'Friends' cast members continue to rake in $20 million each per year, 14 years after sitcom last aired
While 'Friends' has been off the air for close to 15 years, its cast members are continuing to rake in the benefits thanks to its immense popularity.
This coming September will mark 25 years since the airing of the pilot episode of 'Friends' titled 'The Pilot' on NBC. Executive produced by Kevin S. Bright, Marta Kauffman, and David Crane in association with Warner Bros. Television, and featuring characters that are now immortalized in TV folklore, the sitcom would prove to be one of the most popular television shows of all time, with the reruns still going strong.

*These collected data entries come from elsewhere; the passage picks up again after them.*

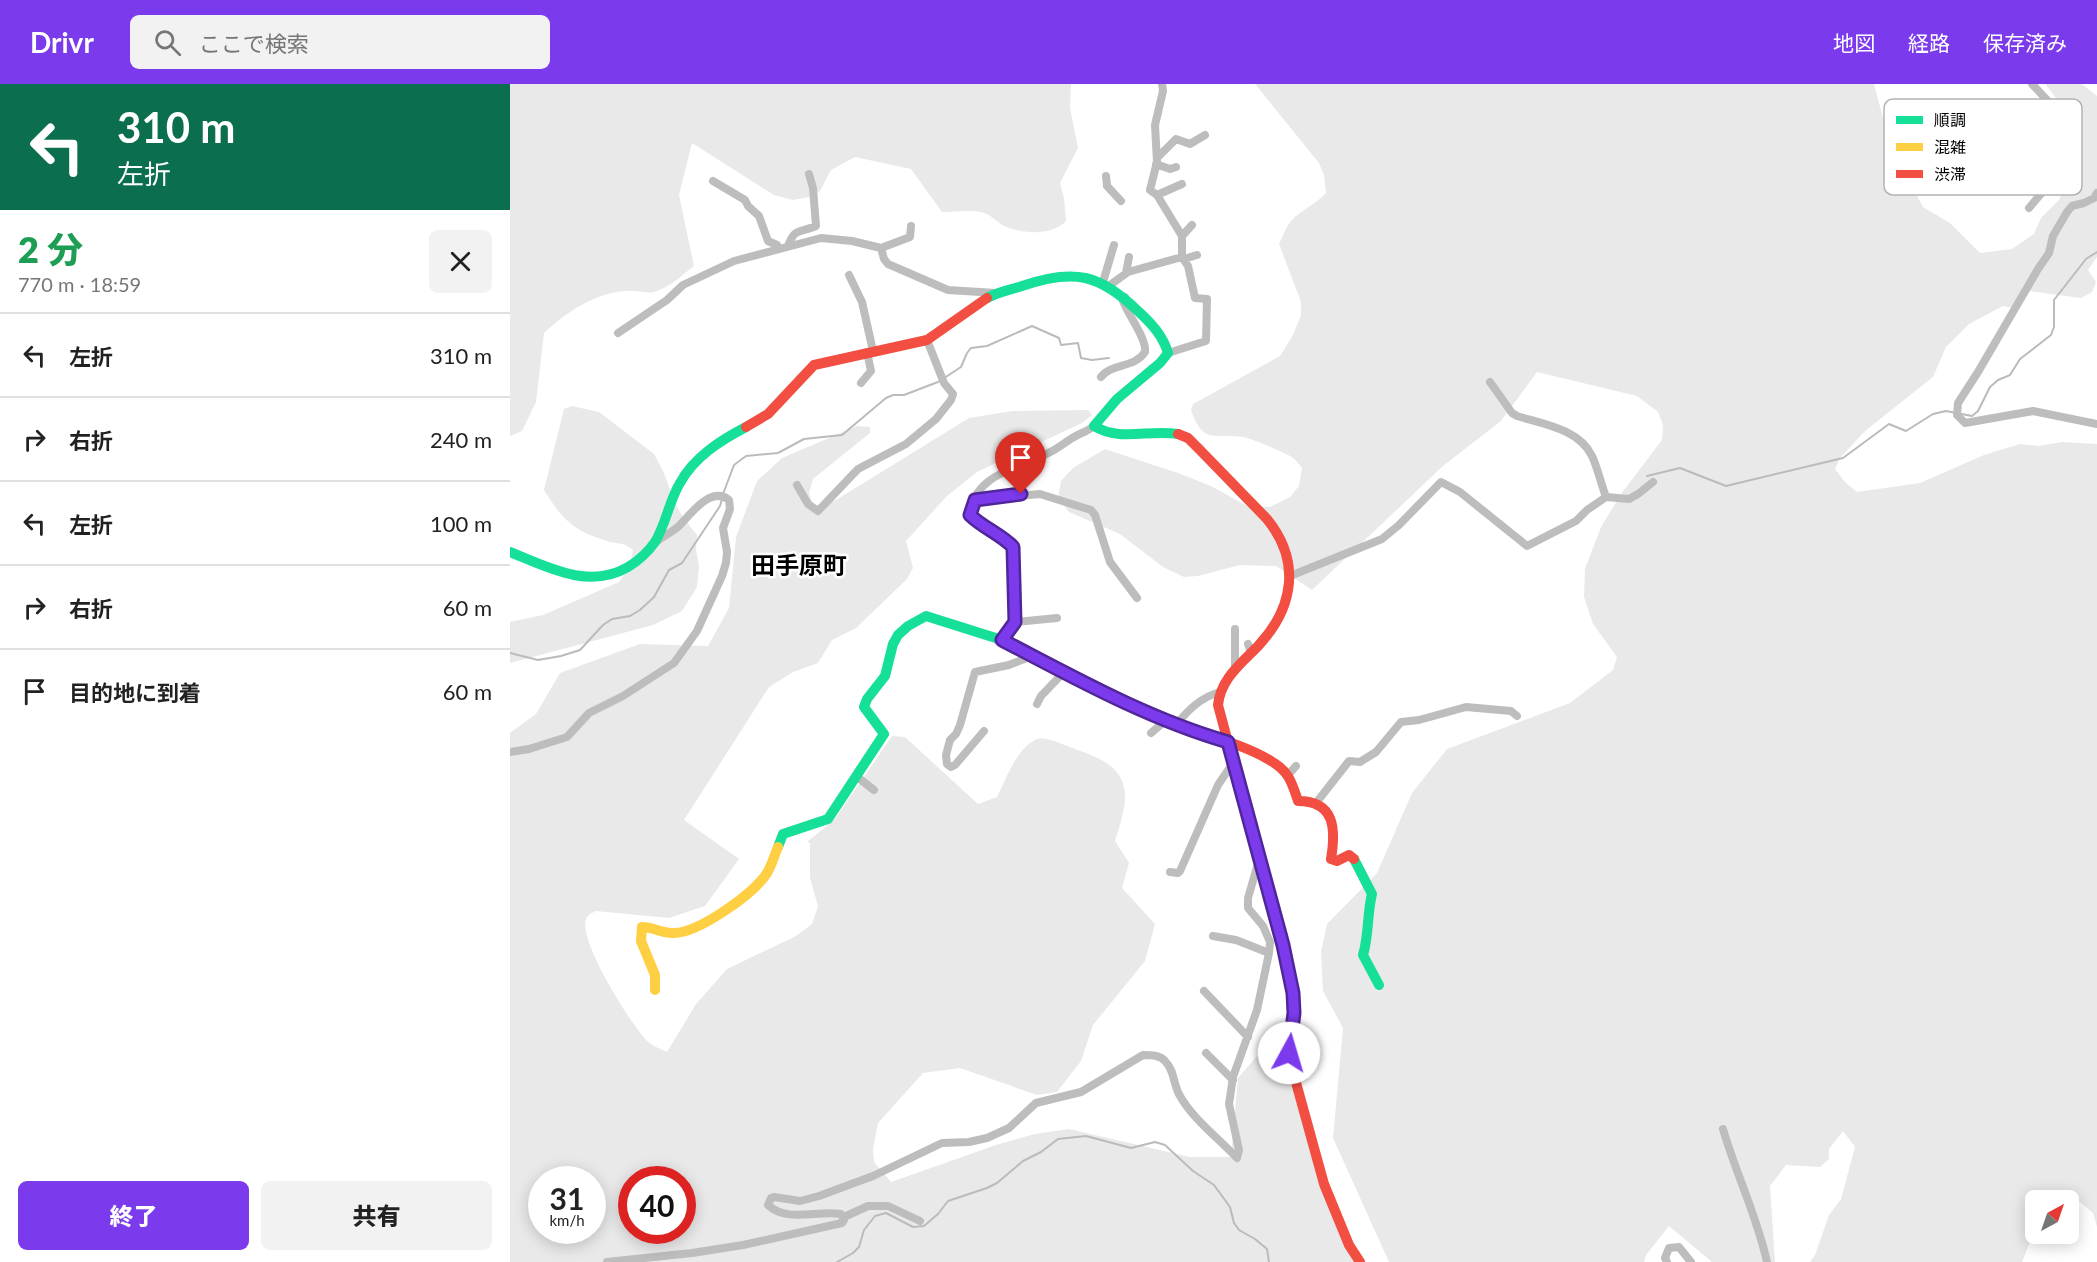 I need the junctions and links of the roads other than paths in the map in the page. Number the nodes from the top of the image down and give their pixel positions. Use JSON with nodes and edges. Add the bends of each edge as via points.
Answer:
{"nodes":[{"id":1,"x":1162,"y":84,"type":"edge"},
{"id":2,"x":2032,"y":84,"type":"edge"},
{"id":3,"x":2046,"y":99,"type":"edge"},
{"id":4,"x":1205,"y":135,"type":"dead end"},
{"id":5,"x":1156,"y":161,"type":"junction"},
{"id":6,"x":1176,"y":166,"type":"dead end"},
{"id":7,"x":809,"y":174,"type":"dead end"},
{"id":8,"x":1106,"y":176,"type":"dead end"},
{"id":9,"x":713,"y":180,"type":"dead end"},
{"id":10,"x":1182,"y":184,"type":"dead end"},
{"id":11,"x":2097,"y":193,"type":"edge"},
{"id":12,"x":1157,"y":195,"type":"junction"},
{"id":13,"x":2040,"y":195,"type":"edge"},
{"id":14,"x":1121,"y":201,"type":"dead end"},
{"id":15,"x":2029,"y":208,"type":"dead end"},
{"id":16,"x":1192,"y":225,"type":"dead end"},
{"id":17,"x":911,"y":226,"type":"dead end"},
{"id":18,"x":1182,"y":236,"type":"junction"},
{"id":19,"x":1114,"y":245,"type":"dead end"},
{"id":20,"x":789,"y":246,"type":"junction"},
{"id":21,"x":881,"y":248,"type":"junction"},
{"id":22,"x":779,"y":249,"type":"junction"},
{"id":23,"x":1197,"y":255,"type":"dead end"},
{"id":24,"x":1129,"y":257,"type":"dead end"},
{"id":25,"x":1183,"y":258,"type":"junction"},
{"id":26,"x":1126,"y":273,"type":"junction"},
{"id":27,"x":849,"y":275,"type":"dead end"},
{"id":28,"x":1106,"y":283,"type":"junction"},
{"id":29,"x":996,"y":293,"type":"junction"},
{"id":30,"x":1125,"y":297,"type":"junction"},
{"id":31,"x":618,"y":333,"type":"dead end"},
{"id":32,"x":927,"y":340,"type":"junction"},
{"id":33,"x":870,"y":352,"type":"junction"},
{"id":34,"x":1168,"y":353,"type":"junction"},
{"id":35,"x":1101,"y":377,"type":"dead end"},
{"id":36,"x":1490,"y":382,"type":"dead end"},
{"id":37,"x":861,"y":383,"type":"dead end"},
{"id":38,"x":2097,"y":424,"type":"edge"},
{"id":39,"x":1094,"y":426,"type":"junction"},
{"id":40,"x":1653,"y":482,"type":"dead end"},
{"id":41,"x":797,"y":485,"type":"dead end"},
{"id":42,"x":1606,"y":497,"type":"junction"},
{"id":43,"x":975,"y":500,"type":"junction"},
{"id":44,"x":655,"y":543,"type":"junction"},
{"id":45,"x":510,"y":552,"type":"edge"},
{"id":46,"x":1290,"y":576,"type":"junction"},
{"id":47,"x":1137,"y":598,"type":"dead end"},
{"id":48,"x":1057,"y":618,"type":"dead end"},
{"id":49,"x":1015,"y":622,"type":"junction"},
{"id":50,"x":1233,"y":635,"type":"dead end"},
{"id":51,"x":1002,"y":640,"type":"junction"},
{"id":52,"x":1032,"y":656,"type":"junction"},
{"id":53,"x":1235,"y":670,"type":"junction"},
{"id":54,"x":1064,"y":672,"type":"junction"},
{"id":55,"x":1220,"y":692,"type":"junction"},
{"id":56,"x":1037,"y":704,"type":"dead end"},
{"id":57,"x":1517,"y":716,"type":"dead end"},
{"id":58,"x":1171,"y":723,"type":"junction"},
{"id":59,"x":984,"y":731,"type":"dead end"},
{"id":60,"x":1150,"y":733,"type":"dead end"},
{"id":61,"x":1228,"y":742,"type":"junction"},
{"id":62,"x":510,"y":752,"type":"edge"},
{"id":63,"x":1233,"y":763,"type":"junction"},
{"id":64,"x":856,"y":776,"type":"junction"},
{"id":65,"x":874,"y":790,"type":"dead end"},
{"id":66,"x":1316,"y":803,"type":"junction"},
{"id":67,"x":1259,"y":860,"type":"junction"},
{"id":68,"x":1170,"y":872,"type":"dead end"},
{"id":69,"x":1213,"y":936,"type":"dead end"},
{"id":70,"x":1269,"y":953,"type":"junction"},
{"id":71,"x":1379,"y":985,"type":"dead end"},
{"id":72,"x":655,"y":990,"type":"dead end"},
{"id":73,"x":1204,"y":991,"type":"dead end"},
{"id":74,"x":1248,"y":1037,"type":"junction"},
{"id":75,"x":1206,"y":1053,"type":"dead end"},
{"id":76,"x":1233,"y":1080,"type":"junction"},
{"id":77,"x":1723,"y":1129,"type":"dead end"},
{"id":78,"x":844,"y":1217,"type":"junction"},
{"id":79,"x":920,"y":1221,"type":"dead end"},
{"id":80,"x":607,"y":1262,"type":"edge"},
{"id":81,"x":1360,"y":1262,"type":"edge"},
{"id":82,"x":1667,"y":1262,"type":"edge"},
{"id":83,"x":1691,"y":1262,"type":"edge"},
{"id":84,"x":1767,"y":1262,"type":"edge"}],
"edges":[{"from":1,"to":5,"type":"street","via":[[1155,125]]},
{"from":2,"to":3,"type":"street"},
{"from":4,"to":5,"type":"street","via":[[1190,144],[1176,139]]},
{"from":5,"to":6,"type":"street","via":[[1170,169]]},
{"from":5,"to":12,"type":"street","via":[[1150,190]]},
{"from":7,"to":20,"type":"street","via":[[816,226],[796,232]]},
{"from":8,"to":14,"type":"street","via":[[1109,190]]},
{"from":9,"to":22,"type":"street","via":[[742,196],[759,216],[768,240]]},
{"from":10,"to":12,"type":"street"},
{"from":11,"to":38,"type":"street","via":[[2067,212],[2053,236],[2049,253],[1958,403],[1957,412],[1963,421],[1971,422],[2033,411]]},
{"from":12,"to":18,"type":"street"},
{"from":13,"to":15,"type":"street"},
{"from":16,"to":18,"type":"street"},
{"from":17,"to":21,"type":"street","via":[[910,237]]},
{"from":18,"to":25,"type":"street"},
{"from":19,"to":28,"type":"street"},
{"from":20,"to":21,"type":"street","via":[[821,238]]},
{"from":20,"to":22,"type":"street"},
{"from":21,"to":29,"type":"street","via":[[888,264],[948,290]]},
{"from":22,"to":31,"type":"street","via":[[734,261],[683,285],[668,300]]},
{"from":23,"to":25,"type":"street"},
{"from":24,"to":26,"type":"street"},
{"from":25,"to":26,"type":"street"},
{"from":25,"to":34,"type":"street","via":[[1195,298],[1207,299],[1206,341]]},
{"from":26,"to":28,"type":"street"},
{"from":27,"to":33,"type":"street","via":[[862,302]]},
{"from":28,"to":29,"type":"street","via":[[1056,276]]},
{"from":28,"to":30,"type":"street"},
{"from":29,"to":32,"type":"street"},
{"from":30,"to":34,"type":"street","via":[[1163,339]]},
{"from":30,"to":35,"type":"street","via":[[1126,311],[1144,343],[1144,352],[1136,361],[1108,370]]},
{"from":32,"to":33,"type":"street"},
{"from":32,"to":41,"type":"street","via":[[952,392],[952,399],[936,419],[906,444],[858,469],[818,511],[811,508]]},
{"from":33,"to":37,"type":"street","via":[[871,371]]},
{"from":33,"to":44,"type":"street","via":[[814,365],[768,414],[720,441],[697,461],[680,482]]},
{"from":34,"to":39,"type":"street"},
{"from":36,"to":42,"type":"street","via":[[1512,413],[1556,428],[1585,447]]},
{"from":39,"to":43,"type":"street","via":[[1054,450],[996,476],[983,486]]},
{"from":39,"to":46,"type":"street","via":[[1114,434],[1174,432],[1188,438],[1271,525],[1285,549]]},
{"from":40,"to":42,"type":"street","via":[[1629,499]]},
{"from":42,"to":46,"type":"street","via":[[1576,520],[1527,546],[1460,492],[1441,482],[1382,539]]},
{"from":43,"to":47,"type":"street","via":[[1040,494],[1091,510],[1110,562]]},
{"from":43,"to":49,"type":"street","via":[[970,515],[1013,547]]},
{"from":44,"to":45,"type":"street","via":[[639,560],[600,577],[565,574]]},
{"from":44,"to":62,"type":"street","via":[[706,500],[723,496],[730,502],[723,528],[726,563],[705,616],[674,663],[589,713],[567,737]]},
{"from":46,"to":53,"type":"street","via":[[1279,620],[1250,648]]},
{"from":48,"to":49,"type":"street"},
{"from":49,"to":51,"type":"street"},
{"from":50,"to":53,"type":"street"},
{"from":51,"to":52,"type":"street"},
{"from":51,"to":64,"type":"street","via":[[930,616],[901,632],[893,644],[887,674],[864,702],[884,734]]},
{"from":52,"to":54,"type":"street"},
{"from":52,"to":59,"type":"street","via":[[975,672],[960,725],[950,740],[947,764],[955,765]]},
{"from":53,"to":55,"type":"street"},
{"from":54,"to":56,"type":"street"},
{"from":54,"to":58,"type":"street"},
{"from":55,"to":58,"type":"street","via":[[1209,694]]},
{"from":55,"to":61,"type":"street","via":[[1218,705]]},
{"from":57,"to":66,"type":"street","via":[[1511,711],[1466,707],[1401,722],[1376,752],[1360,762],[1349,761]]},
{"from":58,"to":60,"type":"street"},
{"from":58,"to":61,"type":"street"},
{"from":61,"to":63,"type":"street"},
{"from":61,"to":66,"type":"street","via":[[1292,770],[1298,801]]},
{"from":63,"to":67,"type":"street"},
{"from":63,"to":68,"type":"street","via":[[1218,785],[1179,873]]},
{"from":64,"to":65,"type":"street"},
{"from":64,"to":72,"type":"street","via":[[828,819],[783,834],[767,872],[744,897],[700,926],[677,934],[642,927],[641,941],[655,975]]},
{"from":66,"to":71,"type":"street","via":[[1327,812],[1330,821],[1334,839],[1331,859],[1335,862],[1351,856],[1372,894],[1364,955]]},
{"from":67,"to":70,"type":"street","via":[[1248,908],[1263,926],[1270,942]]},
{"from":67,"to":81,"type":"street","via":[[1293,993],[1289,1053],[1296,1086],[1324,1184]]},
{"from":69,"to":70,"type":"street"},
{"from":70,"to":74,"type":"street"},
{"from":73,"to":74,"type":"street"},
{"from":74,"to":76,"type":"street"},
{"from":75,"to":76,"type":"street"},
{"from":76,"to":78,"type":"street","via":[[1229,1104],[1239,1150],[1237,1158],[1179,1096],[1174,1075],[1165,1061],[1143,1055],[1081,1092],[1036,1103],[1009,1128],[987,1138],[942,1143],[873,1176],[800,1201],[774,1197],[768,1205],[795,1215],[838,1213]]},
{"from":77,"to":84,"type":"street"},
{"from":78,"to":79,"type":"street","via":[[868,1206],[888,1206]]},
{"from":78,"to":80,"type":"street","via":[[842,1223],[830,1227],[743,1245]]},
{"from":82,"to":83,"type":"street","via":[[1669,1248],[1679,1247]]}]} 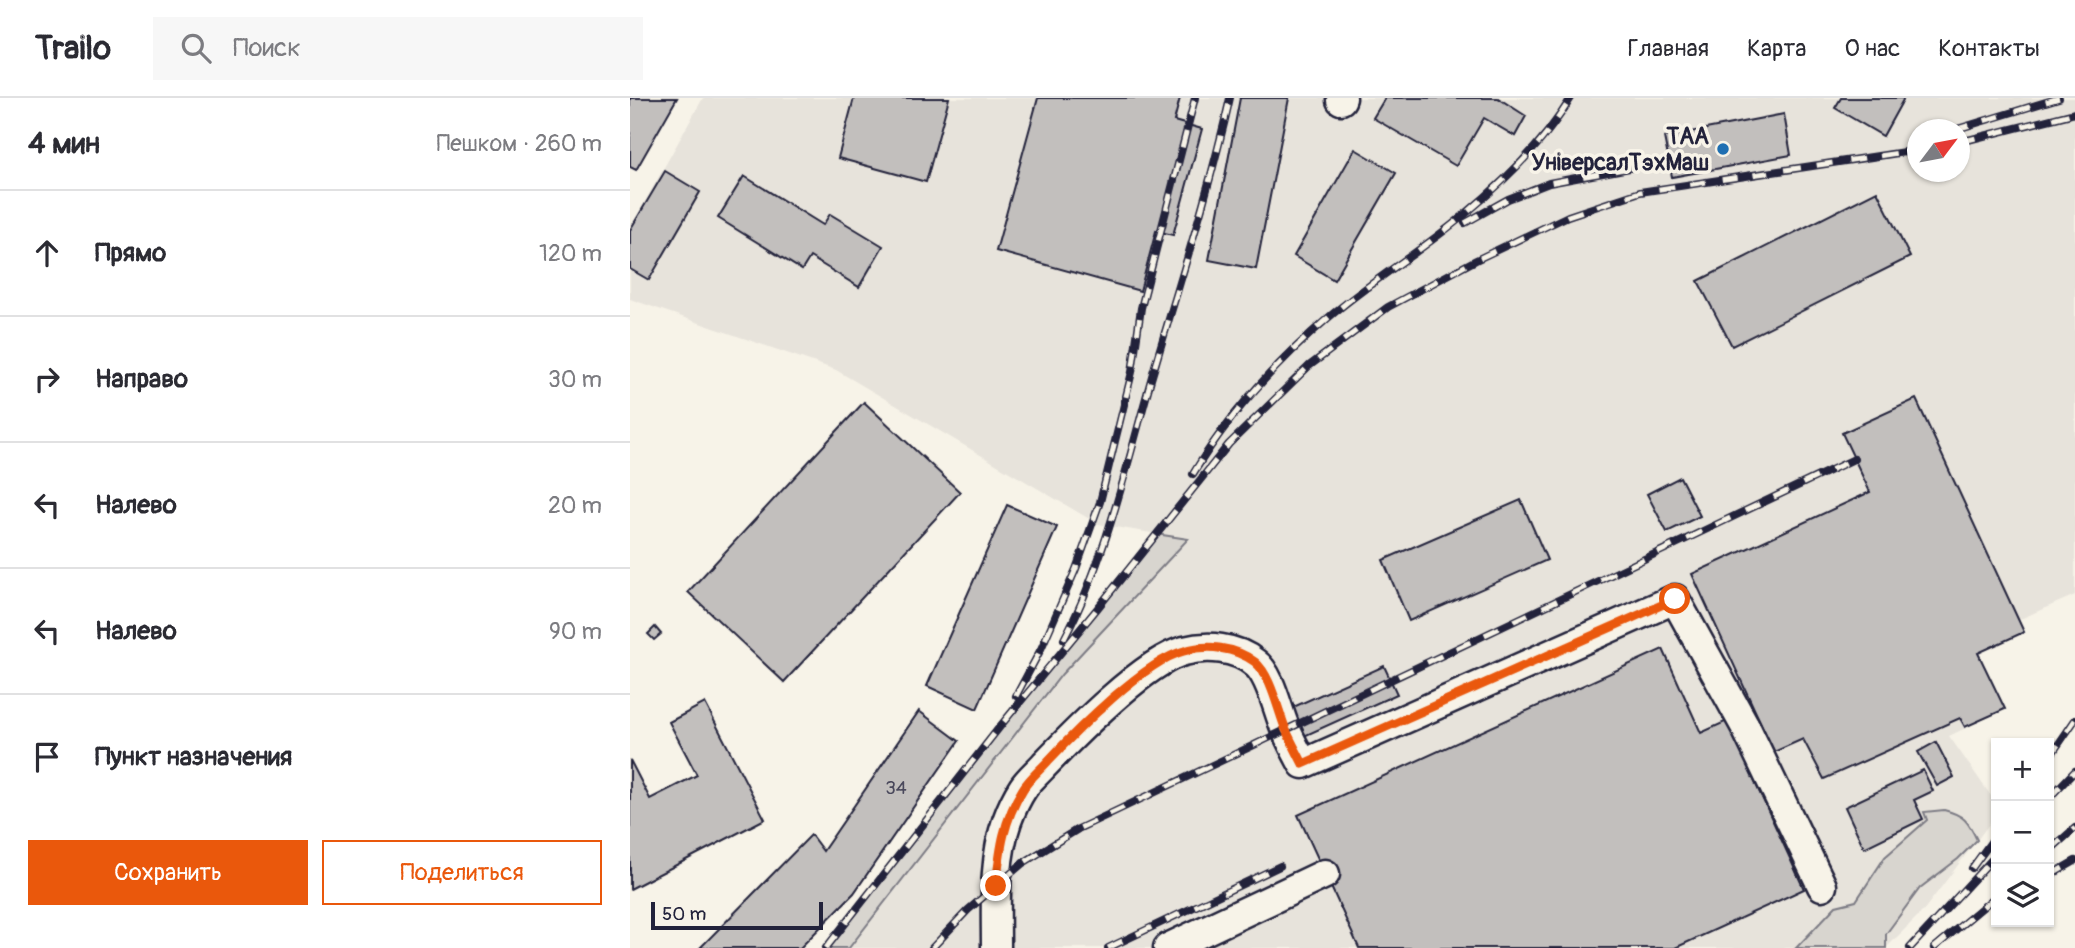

'Friends' featured an ensemble cast starring Jennifer Aniston (Rachel Green), Courteney Cox (Monica Geller), Lisa Kudrow (Phoebe Buffay), Matt LeBlanc (Joey Tribbiani), Matthew Perry (Chandler Bing), and David Schwimmer (Ross Geller), each of whom is still fondly remembered for their roles and have become quite synonymous with their characters, and who were all generously compensated, at least in the later seasons.
According to Tech Spot, during the show's first season, each cast member was paid a not-too-shabby $22,500 per episode. But as the show grew more popular, so did its stars, and contracts were renegotiated to reflect their worth to the sitcom. By season nine and ten, even though they were taking home the then-record payments of $1 million per episode, they seemed to already be aware that the show was bigger than just a sitcom and would continue to engage audiences across the world for the foreseeable future.
Their agents thus worked in syndication royalties into the contract of the six actors, which means that they still continue to enjoy a steady income from the show because reruns and streaming rights see the show continue to rake in the money for Warner Bros. — according to some estimates, as much as $1 billion every year.
Marketplace reported that Aniston, Cox, Kudrow, LeBlanc, Perry, and Schwimmer each negotiated their contracts to receive two percent of syndication income. Considering the sitcom earns 10-figures every year, that works out to $20 million each per year.
And they could be set to earn even more! It was announced earlier in the month that Netflix had renewed its licensing for the show. Reports indicate the streaming deal between Netflix and WarnerMedia cost the former anywhere between $80 million and $100 million, which almost definitely implies that the actors will see their income boosted by another couple of million dollars.
Fans of the show welcomed the news as well because the deal means they can continue to enjoy their antics throughout 2019. But one burning question remains: If the show is continuing to make so much money, will producers consider the possibility of a reboot? It's worked with other shows like 'Roseanne' (for the shortest time), 'Lost in Space,' and 'Full House,' so why not? But to hear Aniston tell it, one shouldn't keep their hopes up because it might be a long way away yet.